Recently, and as he had repeatedly promised, Mr K has turned his attention to psychiatric drugs, especially in childhood. Now it has to be remembered that on a cost-benefit analysis, psychiatric treatment isn’t in the same class as mass immunisation, even though we now spend vastly more on psychiatric drugs than we do on immunity. Assume that 15% of Australians over 16 take the drugs; that’s 3.3million; a dozen scripts each per year at $20 per script gives the princely sum of nearly $800million a year (it’s probably a lot more). That’s a lot of money but are there other costs? Yes, there are many other costs, mainly weight gain and other metabolic disturbances, neurologic side effects such as akathisia and tardive dyskinesia, the risks of a manic attack, and the intangible cost of losing sexual interest and drive.

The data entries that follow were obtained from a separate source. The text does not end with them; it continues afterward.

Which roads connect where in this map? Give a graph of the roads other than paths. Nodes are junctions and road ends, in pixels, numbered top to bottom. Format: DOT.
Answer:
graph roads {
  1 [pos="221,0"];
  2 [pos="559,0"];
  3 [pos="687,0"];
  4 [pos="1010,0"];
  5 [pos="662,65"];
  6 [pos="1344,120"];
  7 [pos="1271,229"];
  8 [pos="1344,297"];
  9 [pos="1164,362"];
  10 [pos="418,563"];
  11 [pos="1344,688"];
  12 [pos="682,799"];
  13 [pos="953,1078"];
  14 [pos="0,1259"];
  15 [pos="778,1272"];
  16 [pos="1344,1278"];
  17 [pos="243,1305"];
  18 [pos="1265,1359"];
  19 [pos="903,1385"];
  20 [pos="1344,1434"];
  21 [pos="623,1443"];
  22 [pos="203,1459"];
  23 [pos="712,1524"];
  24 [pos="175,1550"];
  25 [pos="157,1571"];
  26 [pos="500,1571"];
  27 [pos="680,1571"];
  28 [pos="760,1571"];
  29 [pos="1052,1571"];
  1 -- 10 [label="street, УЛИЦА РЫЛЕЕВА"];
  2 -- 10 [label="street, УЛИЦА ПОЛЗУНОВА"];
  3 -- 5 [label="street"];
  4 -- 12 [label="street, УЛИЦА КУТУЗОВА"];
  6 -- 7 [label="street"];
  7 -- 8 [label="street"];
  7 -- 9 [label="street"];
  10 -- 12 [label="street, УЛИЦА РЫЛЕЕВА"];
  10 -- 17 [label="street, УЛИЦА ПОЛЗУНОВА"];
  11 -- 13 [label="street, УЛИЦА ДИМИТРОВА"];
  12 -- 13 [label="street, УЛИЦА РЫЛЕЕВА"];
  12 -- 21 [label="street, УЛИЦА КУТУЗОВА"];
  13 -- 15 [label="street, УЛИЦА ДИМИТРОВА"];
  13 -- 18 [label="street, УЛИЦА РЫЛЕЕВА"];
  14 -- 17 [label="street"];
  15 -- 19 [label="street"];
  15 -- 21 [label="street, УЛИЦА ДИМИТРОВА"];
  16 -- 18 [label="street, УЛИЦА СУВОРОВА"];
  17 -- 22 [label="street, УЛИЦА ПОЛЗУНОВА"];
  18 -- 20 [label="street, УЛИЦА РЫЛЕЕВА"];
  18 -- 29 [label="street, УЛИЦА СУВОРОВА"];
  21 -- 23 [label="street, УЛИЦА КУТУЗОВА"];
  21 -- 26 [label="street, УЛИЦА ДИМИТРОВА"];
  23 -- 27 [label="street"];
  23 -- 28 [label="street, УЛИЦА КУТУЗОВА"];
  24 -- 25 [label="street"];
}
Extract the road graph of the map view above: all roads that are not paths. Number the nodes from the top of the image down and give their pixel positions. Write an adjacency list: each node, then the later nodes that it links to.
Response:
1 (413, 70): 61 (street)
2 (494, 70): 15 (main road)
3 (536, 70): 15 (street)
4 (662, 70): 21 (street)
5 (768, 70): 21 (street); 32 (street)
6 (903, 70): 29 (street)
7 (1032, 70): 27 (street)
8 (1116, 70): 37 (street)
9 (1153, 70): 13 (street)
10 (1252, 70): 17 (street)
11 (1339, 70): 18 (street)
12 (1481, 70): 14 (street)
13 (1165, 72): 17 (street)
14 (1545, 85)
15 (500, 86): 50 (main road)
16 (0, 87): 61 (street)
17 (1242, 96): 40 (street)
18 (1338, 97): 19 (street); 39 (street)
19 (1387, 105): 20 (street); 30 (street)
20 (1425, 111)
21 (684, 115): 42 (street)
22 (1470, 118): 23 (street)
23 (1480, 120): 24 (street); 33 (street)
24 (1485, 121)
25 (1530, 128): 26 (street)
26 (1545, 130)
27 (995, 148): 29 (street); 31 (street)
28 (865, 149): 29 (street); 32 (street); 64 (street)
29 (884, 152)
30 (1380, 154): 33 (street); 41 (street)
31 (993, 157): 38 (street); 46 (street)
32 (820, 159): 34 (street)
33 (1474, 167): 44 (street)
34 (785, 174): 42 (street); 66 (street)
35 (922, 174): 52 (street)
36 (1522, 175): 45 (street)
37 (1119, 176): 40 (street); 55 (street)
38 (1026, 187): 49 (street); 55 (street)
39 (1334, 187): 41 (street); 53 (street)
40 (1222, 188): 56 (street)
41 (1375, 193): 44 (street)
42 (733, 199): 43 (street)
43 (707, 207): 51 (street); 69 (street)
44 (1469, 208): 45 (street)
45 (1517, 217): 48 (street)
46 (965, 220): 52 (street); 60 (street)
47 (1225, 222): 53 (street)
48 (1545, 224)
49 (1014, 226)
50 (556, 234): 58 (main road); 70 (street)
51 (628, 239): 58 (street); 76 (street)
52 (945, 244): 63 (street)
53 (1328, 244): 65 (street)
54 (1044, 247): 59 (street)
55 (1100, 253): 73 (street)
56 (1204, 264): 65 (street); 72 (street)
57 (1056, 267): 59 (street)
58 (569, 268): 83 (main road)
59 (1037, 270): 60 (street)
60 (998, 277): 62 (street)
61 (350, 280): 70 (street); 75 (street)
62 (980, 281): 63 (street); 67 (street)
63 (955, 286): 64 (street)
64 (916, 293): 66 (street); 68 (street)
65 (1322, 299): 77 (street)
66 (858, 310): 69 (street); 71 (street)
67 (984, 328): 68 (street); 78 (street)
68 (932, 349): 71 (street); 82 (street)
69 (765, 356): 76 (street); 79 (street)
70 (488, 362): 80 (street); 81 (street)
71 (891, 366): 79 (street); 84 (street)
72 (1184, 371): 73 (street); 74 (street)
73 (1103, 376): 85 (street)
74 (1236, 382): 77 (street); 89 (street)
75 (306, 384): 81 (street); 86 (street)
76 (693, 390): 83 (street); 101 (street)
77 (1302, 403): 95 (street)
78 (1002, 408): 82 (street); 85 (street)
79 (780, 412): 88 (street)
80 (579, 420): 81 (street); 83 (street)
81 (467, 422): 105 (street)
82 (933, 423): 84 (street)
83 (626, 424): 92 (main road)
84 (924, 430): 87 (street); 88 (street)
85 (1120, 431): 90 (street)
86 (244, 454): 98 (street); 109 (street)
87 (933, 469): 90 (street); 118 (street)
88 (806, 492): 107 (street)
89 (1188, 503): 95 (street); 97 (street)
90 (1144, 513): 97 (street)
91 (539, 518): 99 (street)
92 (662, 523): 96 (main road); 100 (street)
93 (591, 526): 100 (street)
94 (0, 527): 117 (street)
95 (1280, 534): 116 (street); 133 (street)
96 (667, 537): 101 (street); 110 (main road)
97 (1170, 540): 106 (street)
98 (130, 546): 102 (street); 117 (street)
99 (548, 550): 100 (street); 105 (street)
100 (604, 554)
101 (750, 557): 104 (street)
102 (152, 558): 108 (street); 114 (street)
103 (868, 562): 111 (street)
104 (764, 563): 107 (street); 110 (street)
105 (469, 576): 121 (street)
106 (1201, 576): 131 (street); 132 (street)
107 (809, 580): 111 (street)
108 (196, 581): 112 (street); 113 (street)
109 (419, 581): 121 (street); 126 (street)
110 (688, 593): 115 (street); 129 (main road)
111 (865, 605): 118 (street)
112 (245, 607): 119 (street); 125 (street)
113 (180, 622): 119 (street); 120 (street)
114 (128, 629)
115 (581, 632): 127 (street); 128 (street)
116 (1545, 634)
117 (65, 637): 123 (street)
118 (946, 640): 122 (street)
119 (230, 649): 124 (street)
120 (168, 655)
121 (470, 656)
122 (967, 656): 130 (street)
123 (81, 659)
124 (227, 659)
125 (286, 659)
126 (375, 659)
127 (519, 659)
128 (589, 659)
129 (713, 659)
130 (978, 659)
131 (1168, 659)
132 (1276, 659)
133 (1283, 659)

After all that expense, what’s the benefit of so many people taking all these drugs? This is where the problems start because the answer is: precious little. Are people better off for being fat and sexually inert, do they function better, are there fewer suicides and so on? More to the point, could we get by without them? Could people do something different to get a better outcome? The answer is yes, they would but there’s one problem that stands in the way. It’s called psychiatry. Predictably, psychiatrists have reacted badly to the suggestion that they are “overprescribing, overmedicating, overmedicalising” and so on, even though the evidence is very clear. Trouble is, it threatens their business model which is based on putting ever more people on ever more powerful and expensive drugs for longer and longer. When the drugs are of a type that induces dependency, then their business model is a winner. But is it science? When it comes to the class of stimulant drugs handed out for alleged ADHD, about 600,000 people are taking them, over ten times as many as 20 years ago (brand name Ritalin costs about $100 for 60x10mg tablets, $500 a year, $300million a year and rising fast; in the US, it’s 3-5 times as much). Is that science? Well, we know one thing: trying to prevent people questioning this, trying to suppress open debate, as mainstream psychiatry routinely does, is most definitely not science.
It didn’t take long for the mainstream to react to Mr Kennedy. Coincidently, a major opinion piece surfaced in the British Journal of Psychiatry, reporting on about a year’s work on deprescribing in affective disorder, meaning depression and bipolar disorder [1]. Using what is called a Delphi study, some 45 carefully selected experts offered their views on how and when people should be taken off psychiatric drugs. The Delphi process circulates a series of questions to the group and, after several rounds, assembles a group opinion that they can all agree with. They concluded that most people should stay on their drugs in the long term but a few could be gingerly reduced as an experiment. Given that the people they chose were all absolutely convinced that drugs are the only way to go, and given their conflicts of interest, they were never going to say anything else.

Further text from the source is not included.